- **REQUIRED ACTION**: Which lines of the records below contain the word "pinky"? Show each one.

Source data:
* * *

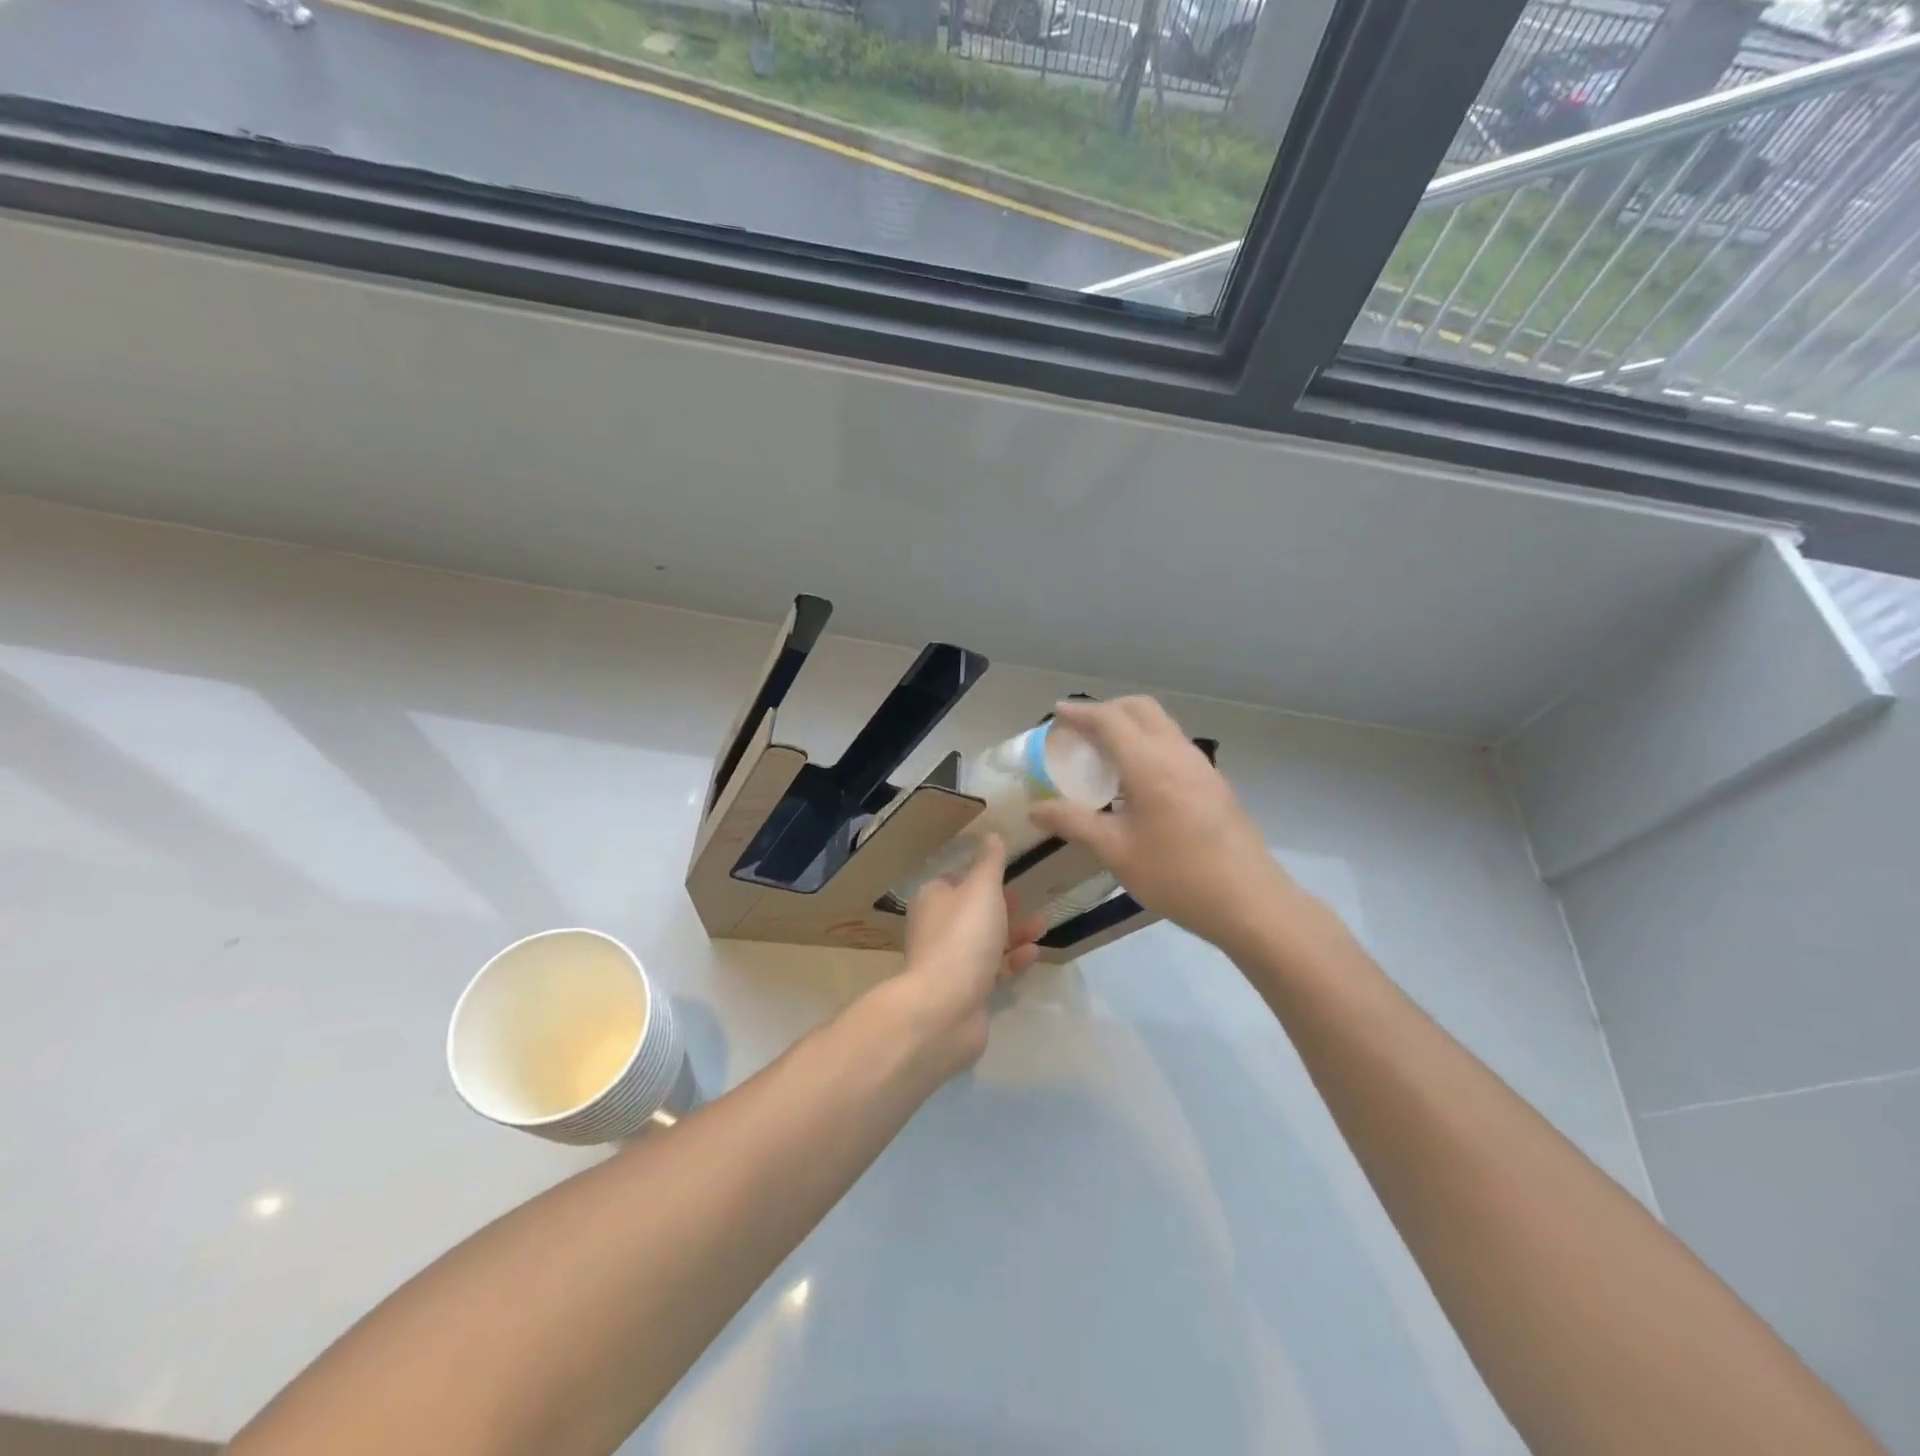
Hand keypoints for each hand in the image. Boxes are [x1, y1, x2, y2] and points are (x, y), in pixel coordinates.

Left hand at [896, 834, 1044, 1074]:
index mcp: (933, 899)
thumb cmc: (963, 937)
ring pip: (985, 940)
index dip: (982, 874)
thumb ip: (990, 862)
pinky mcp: (964, 989)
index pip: (956, 879)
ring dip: (1013, 931)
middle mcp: (936, 927)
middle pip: (972, 910)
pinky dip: (1012, 959)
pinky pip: (991, 968)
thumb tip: (992, 833)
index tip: (1009, 871)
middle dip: (1002, 904)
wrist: (945, 1007)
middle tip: (1029, 897)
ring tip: (1043, 924)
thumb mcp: (981, 889)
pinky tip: (1034, 954)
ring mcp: (949, 961)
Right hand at [1030, 697, 1298, 954]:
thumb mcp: (1116, 851)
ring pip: (1161, 725)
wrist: (1250, 902)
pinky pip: (1175, 745)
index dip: (1080, 713)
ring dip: (1130, 725)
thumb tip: (1035, 809)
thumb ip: (1074, 823)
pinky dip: (1149, 743)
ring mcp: (1201, 766)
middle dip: (1107, 709)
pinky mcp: (1214, 783)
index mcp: (1149, 764)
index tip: (1057, 713)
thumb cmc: (1177, 875)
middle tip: (1081, 730)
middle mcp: (1177, 753)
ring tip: (1106, 752)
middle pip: (1140, 709)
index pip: (1110, 720)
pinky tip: (1139, 779)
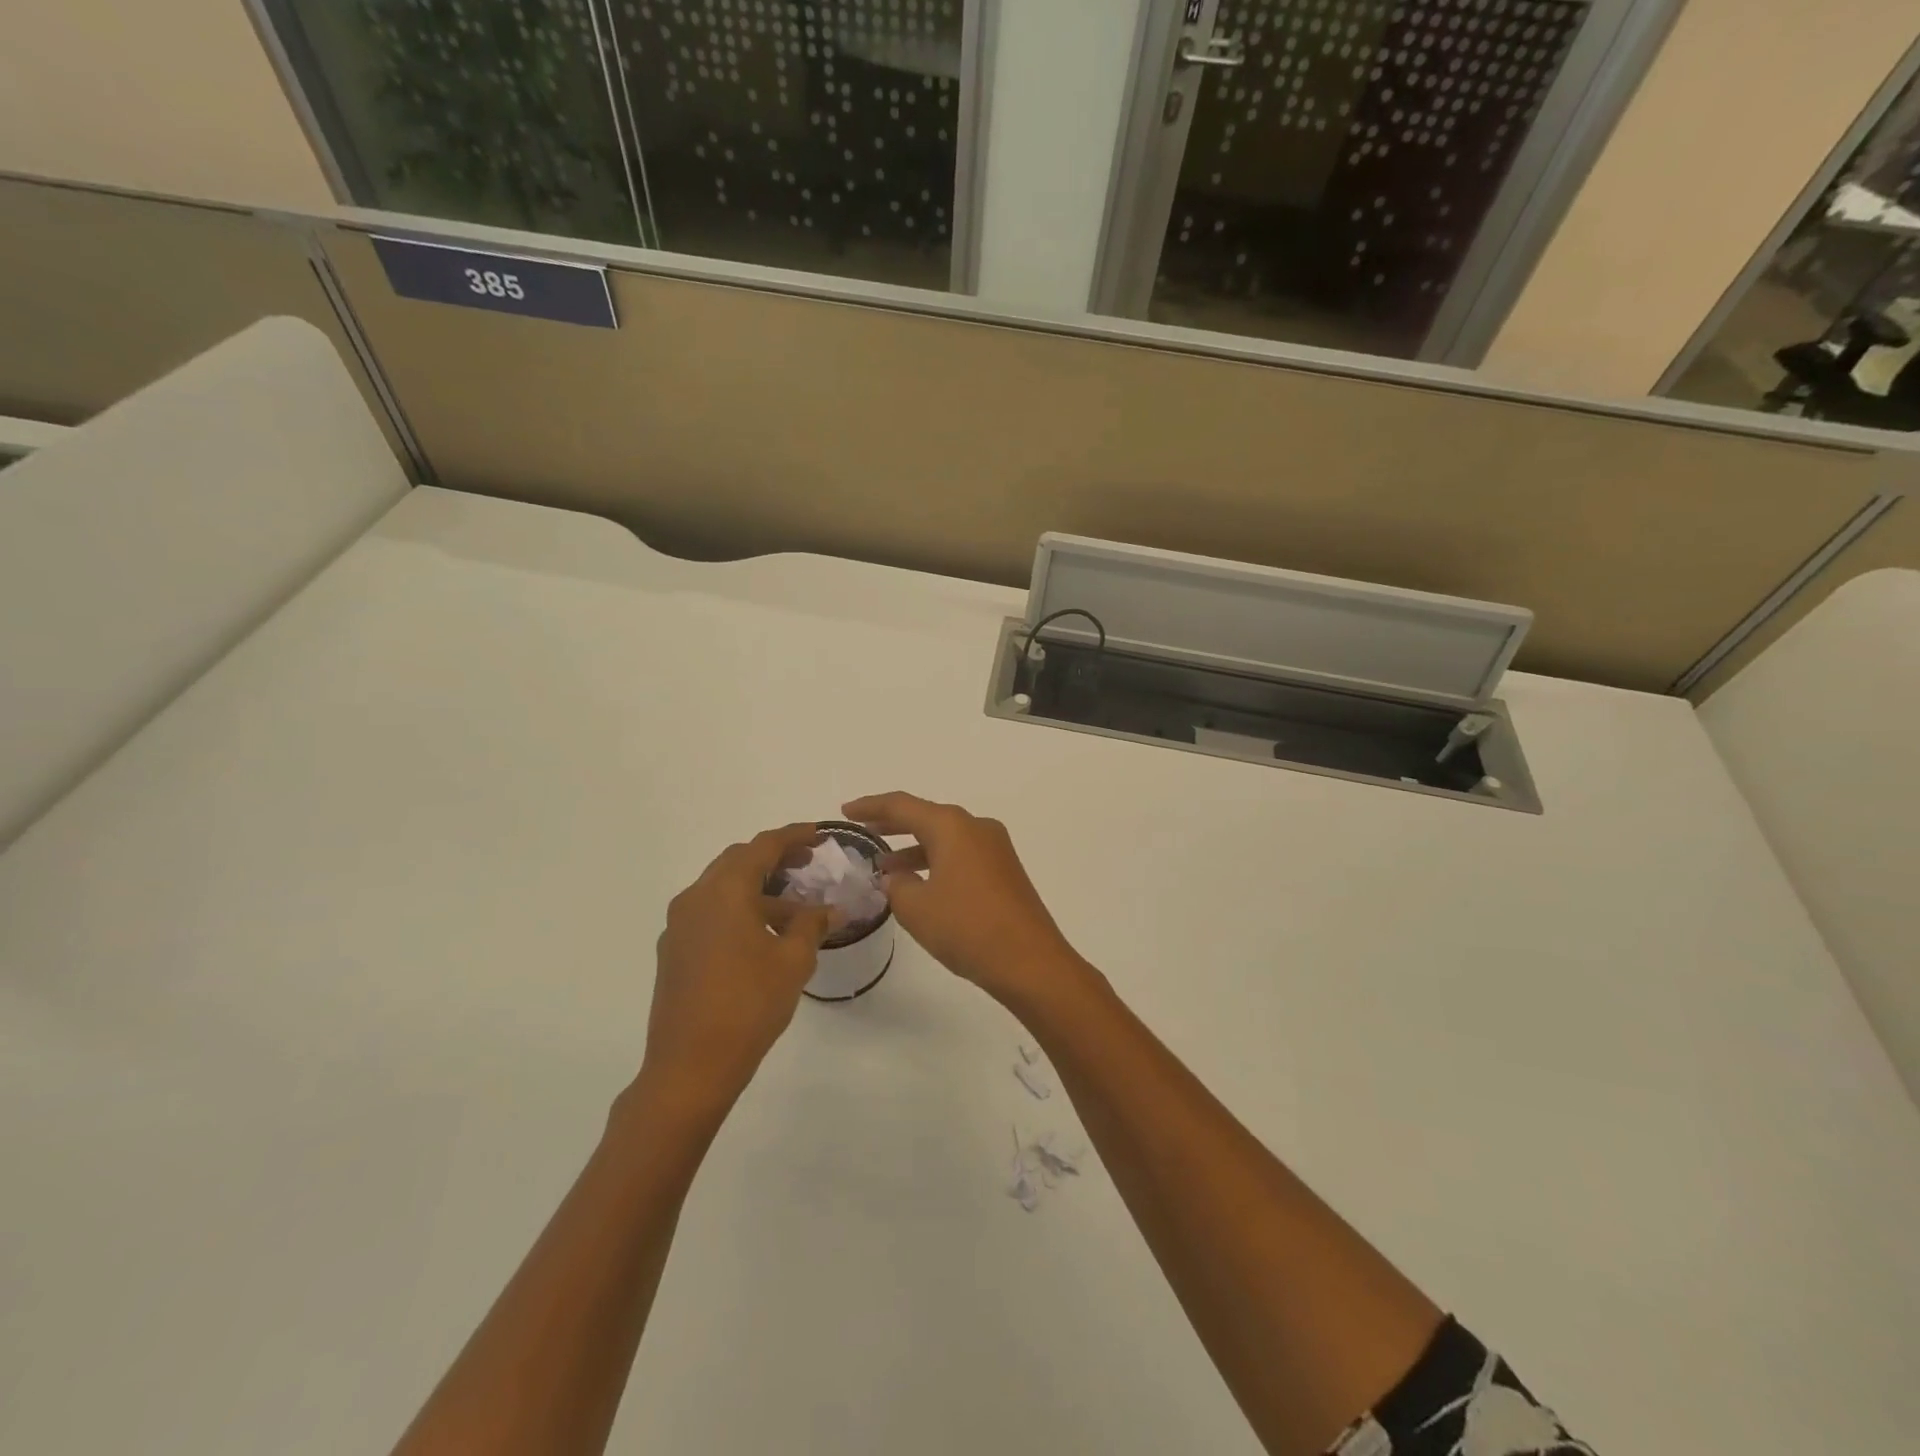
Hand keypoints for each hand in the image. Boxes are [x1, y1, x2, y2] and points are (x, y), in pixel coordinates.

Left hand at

* * *

- **WRITTEN RESPONSE**:
pinky mcp: (964, 989)
pinky dip: (1012, 959)
pinky pip: (991, 968)
pinky tip: (1034, 954)
pinky pip: (1175, 745)
pinky dip: (1149, 743)
pinky mcp: (1214, 783)
pinky tip: (1139, 779)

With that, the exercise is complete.